What you return must be the full data, repeated verbatim, with no pictures in it.
◆ ◆ ◆
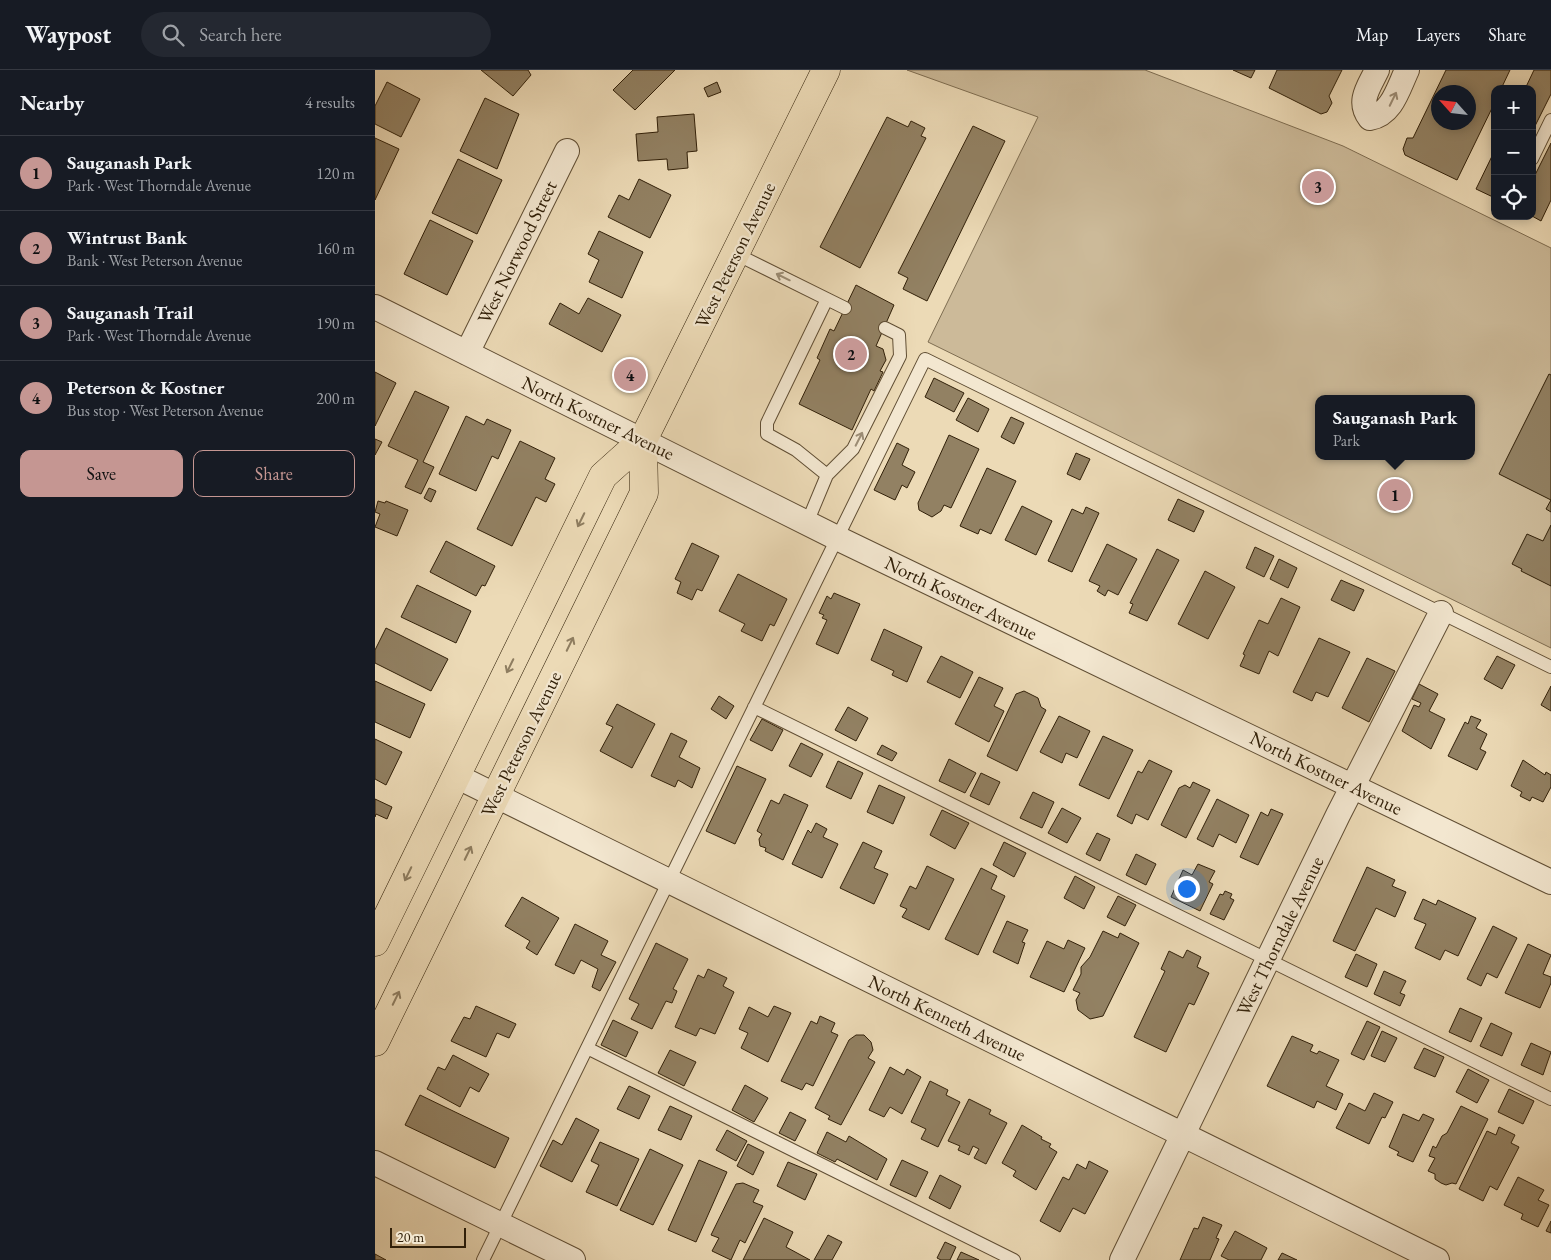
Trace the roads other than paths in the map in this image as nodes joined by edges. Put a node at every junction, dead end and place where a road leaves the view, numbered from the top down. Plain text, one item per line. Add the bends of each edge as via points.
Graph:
1 (826, 70) edge
2 (1377, 70) edge
3 (1407, 70) edge
4 (1551, 120) edge
5 (567, 151) dead end
6 (1536, 151) edge
7 (736, 254) junction
8 (827, 299) junction
9 (375, 307) edge
10 (845, 308) dead end
11 (885, 328) dead end
12 (467, 353) junction
13 (643, 440) junction
14 (827, 475) junction
15 (807, 523) junction
16 (837, 538) junction
17 (1441, 613) junction
18 (1551, 667) edge
19 (754, 707) junction
20 (456, 776) junction
21 (1353, 786) junction
22 (496, 795) junction
23 (669, 881) junction
24 (1551, 882) edge
25 (375, 942) edge
26 (1268, 960) junction
27 (375, 1042) edge
28 (587, 1048) junction
29 (1551, 1099) edge
30 (1182, 1134) junction
31 (375, 1163) edge
32 (500, 1224) junction
33 (483, 1260) edge
34 (573, 1260) edge
35 (1014, 1260) edge
36 (1122, 1260) edge
37 (1437, 1260) edge

1 - 7 main road, West Peterson Avenue
2 -> 3 street via 1363,99 1364,110 1370,118 1381,116 1389,108
4 - 6 lane
5 - 12 street, West Norwood Street
8 -> 7 lane
7 - 13 main road, West Peterson Avenue
8 - 10 lane
8 - 14 lane via 767,423 767,434 796,450
9 - 12 street, North Kostner Avenue
14 -> 11 lane via 853,449 900,356 899,335
12 - 13 street, North Kostner Avenue
13 - 15 street, North Kostner Avenue
13 -> 20 main road, West Peterson Avenue via 603,476
22 -> 13 main road, West Peterson Avenue via 644,493
14 - 15 lane
15 - 16 street, North Kostner Avenue
16 - 17 lane via 925,359
16 - 19 lane
16 - 21 street, North Kostner Avenue
17 - 18 lane
17 - 21 street, West Thorndale Avenue
19 - 23 lane
19 - 26 lane
20 - 22 street, North Kenneth Avenue
20 -> 25 main road, West Peterson Avenue
21 - 24 street, North Kostner Avenue
21 - 26 street, West Thorndale Avenue
22 - 23 street, North Kenneth Avenue
27 -> 22 main road, West Peterson Avenue
23 - 28 lane
23 - 30 street, North Kenneth Avenue
26 - 29 lane
26 - 30 street, West Thorndale Avenue
28 - 32 lane
28 - 35 lane
30 - 36 street, West Thorndale Avenue
30 - 37 street, North Kenneth Avenue
31 - 32 street
32 - 33 lane
32 - 34 street

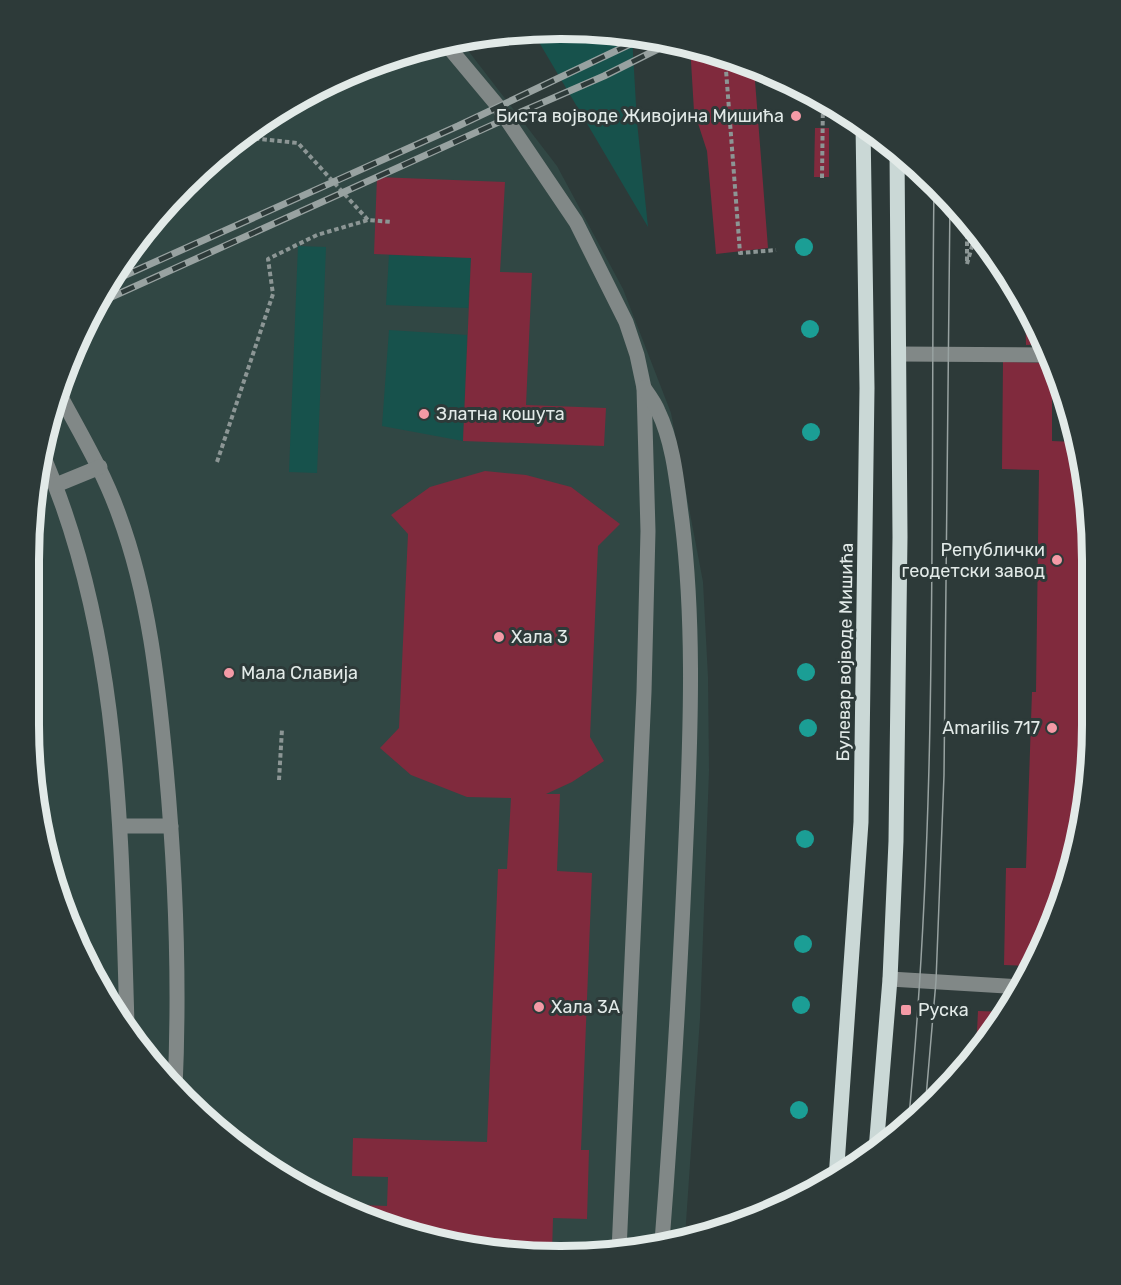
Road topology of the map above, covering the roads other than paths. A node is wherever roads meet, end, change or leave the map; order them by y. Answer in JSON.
{"nodes":[{"id":1,"x":452,"y":51,"type":"edge"},
{"id":2,"x":863,"y":136,"type":"edge"},
{"id":3,"x":897,"y":162,"type":"edge"},
{"id":4,"x":899,"y":354,"type":"junction"},
{"id":5,"x":1039,"y":355,"type":"edge"},
{"id":6,"x":644,"y":387,"type":"junction"},
{"id":7,"x":64,"y":403,"type":"edge"},
{"id":8,"x":48,"y":466,"type":"edge"},
{"id":9,"x":100,"y":467,"type":"junction"},
{"id":10,"x":56,"y":485,"type":"junction"},
{"id":11,"x":121,"y":826,"type":"junction"},
{"id":12,"x":171,"y":826,"type":"junction"},
{"id":13,"x":890,"y":978,"type":"junction"},
{"id":14,"x":1011,"y":986,"type":"edge"},
{"id":15,"x":126,"y":1012,"type":"edge"},
{"id":16,"x":176,"y":1076,"type":"edge"},
{"id":17,"x":877,"y":1139,"type":"edge"},
{"id":18,"x":837,"y":1166,"type":"edge"},
{"id":19,"x":662,"y":1236,"type":"edge"},
{"id":20,"x":619,"y":1243,"type":"edge"}],
"edges":[{"from":1,"to":6,"type":"street"},
{"from":2,"to":18,"type":"main road","name":"Булевар војводе Мишића"},
{"from":3,"to":4,"type":"main road"},
{"from":4,"to":5,"type":"street"},
{"from":4,"to":13,"type":"main road"},
{"from":6,"to":19,"type":"street"},
{"from":6,"to":20,"type":"street"},
{"from":7,"to":9,"type":"street"},
{"from":8,"to":10,"type":"street"},
{"from":9,"to":10,"type":"street"},
{"from":9,"to":12,"type":"street"},
{"from":10,"to":11,"type":"street"},
{"from":11,"to":12,"type":"street"},
{"from":11,"to":15,"type":"street"},
{"from":12,"to":16,"type":"street"},
{"from":13,"to":14,"type":"street"},
{"from":13,"to":17,"type":"main road"}]}
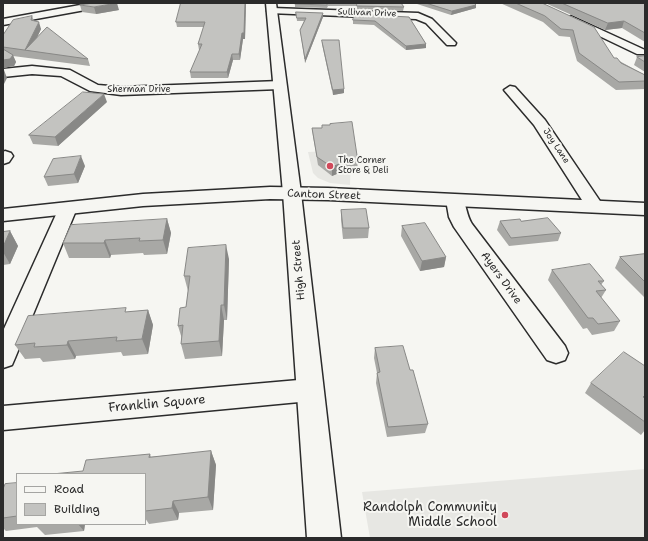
◆ ◆ ◆
= SOLUTION TO THE PROBLEM =
Trace the roads other than paths in the map in this image as nodes joined by edges. Put a node at every junction, dead end and place where a road leaves the view, numbered from the top down. Plain text, one item per line. Add the bends of each edge as via points.
Graph:
1 (826, 70) edge
2 (1377, 70) edge
3 (1407, 70) edge
4 (1551, 120) edge
5 (567, 151) dead end
6 (1536, 151) edge
7 (736, 254) junction
8 (827, 299) junction
9 (375, 307) edge
10 (845, 308) dead end
11 (885, 328) dead end
12 (467, 353) junction
13 (643, 440) junction
14 (827, 475) junction
15 (807, 523) junction
16 (837, 538) junction
17 (1441, 613) junction
18 (1551, 667) edge
19 (754, 707) junction
20 (456, 776) junction
21 (1353, 786) junction
22 (496, 795) junction
23 (669, 881) junction
24 (1551, 882) edge
25 (375, 942) edge
26 (1268, 960) junction
27 (375, 1042) edge
28 (587, 1048) junction
29 (1551, 1099) edge
30 (1182, 1134) junction
31 (375, 1163) edge
32 (500, 1224) junction
33 (483, 1260) edge
34 (573, 1260) edge
35 (1014, 1260) edge
36 (1122, 1260) edge
37 (1437, 1260) edge

1 - 7 main road, West Peterson Avenue
2 -> 3 street via 1363,99 1364,110 1370,118 1381,116 1389,108
4 - 6 lane
5 - 12 street, West Norwood Street
8 -> 7 lane
7 - 13 main road, West Peterson Avenue
8 - 10 lane
8 - 14 lane via 767,423 767,434 796,450
9 - 12 street, North Kostner Avenue
14 -> 11 lane via 853,449 900,356 899,335
12 - 13 street, North Kostner Avenue
13 - 15 street, North Kostner Avenue
13 -> 20 main road, West Peterson Avenue via 603,476
22 -> 13 main road, West Peterson Avenue via 644,493
14 - 15 lane
15 - 16 street, North Kostner Avenue
16 - 17 lane via 925,359
16 - 19 lane
16 - 21 street, North Kostner Avenue
17 - 18 lane
17 - 21 street, West Thorndale Avenue
19 - 23 lane
19 - 26 lane
20 - 22 street, North Kenneth Avenue
20 -> 25 main road, West Peterson Avenue
21 - 24 street, North Kostner Avenue
21 - 26 street, West Thorndale Avenue
22 - 23 street, North Kenneth Avenue
27 -> 22 main road, West Peterson Avenue
23 - 28 lane
23 - 30 street, North Kenneth Avenue
26 - 29 lane
26 - 30 street, West Thorndale Avenue
28 - 32 lane
28 - 35 lane
30 - 36 street, West Thorndale Avenue
30 - 37 street, North Kenneth Avenue
31 - 32 street
32 - 33 lane
32 - 34 street

Road topology of the map above, covering the roads other than paths. A node is wherever roads meet, end, change or leave the map; order them by y. Answer in JSON.
{"nodes":[{"id":1,"x":452,"y":51,"type":"edge"},
{"id":2,"x":863,"y":136,"type":"edge"},
{"id":3,"x":897,"y":162,"type":"edge"},
{"id":4,"x":899,"y":354,"type":"junction"},
{"id":5,"x":1039,"y":355,"type":"edge"},
{"id":6,"x":644,"y":387,"type":"junction"},
{"id":7,"x":64,"y":403,"type":"edge"},
{"id":8,"x":48,"y":466,"type":"edge"},
{"id":9,"x":100,"y":467,"type":"junction"},
{"id":10,"x":56,"y":485,"type":"junction"},
{"id":11,"x":121,"y":826,"type":"junction"},
{"id":12,"x":171,"y":826,"type":"junction"},
{"id":13,"x":890,"y":978,"type":"junction"},
{"id":14,"x":1011,"y":986,"type":"edge"},
{"id":15,"x":126,"y":1012,"type":"edge"},
{"id":16,"x":176,"y":1076,"type":"edge"},
{"id":17,"x":877,"y":1139,"type":"edge"},
{"id":18,"x":837,"y":1166,"type":"edge"},
{"id":19,"x":662,"y":1236,"type":"edge"},
{"id":20,"x":619,"y":1243,"type":"edge"}],
"edges":[{"from":1,"to":6,"type":"street"},
{"from":2,"to":18,"type":"main road","name":"Булевар војводе Мишића"},
{"from":3,"to":4,"type":"main road"},
{"from":4,"to":5,"type":"street"},
{"from":4,"to":13,"type":"main road"},
{"from":6,"to":19,"type":"street"},
{"from":6,"to":20,"type":"street"},
{"from":7,"to":9,"type":"street"},
{"from":8,"to":10,"type":"street"},
{"from":9,"to":10,"type":"street"},
{"from":9,"to":12,"type":"street"},
{"from":10,"to":11,"type":"street"},
{"from":11,"to":12,"type":"street"},
{"from":11,"to":15,"type":"street"},
{"from":12,"to":16,"type":"street"},
{"from":13,"to":14,"type":"street"},
{"from":13,"to":17,"type":"main road"}]}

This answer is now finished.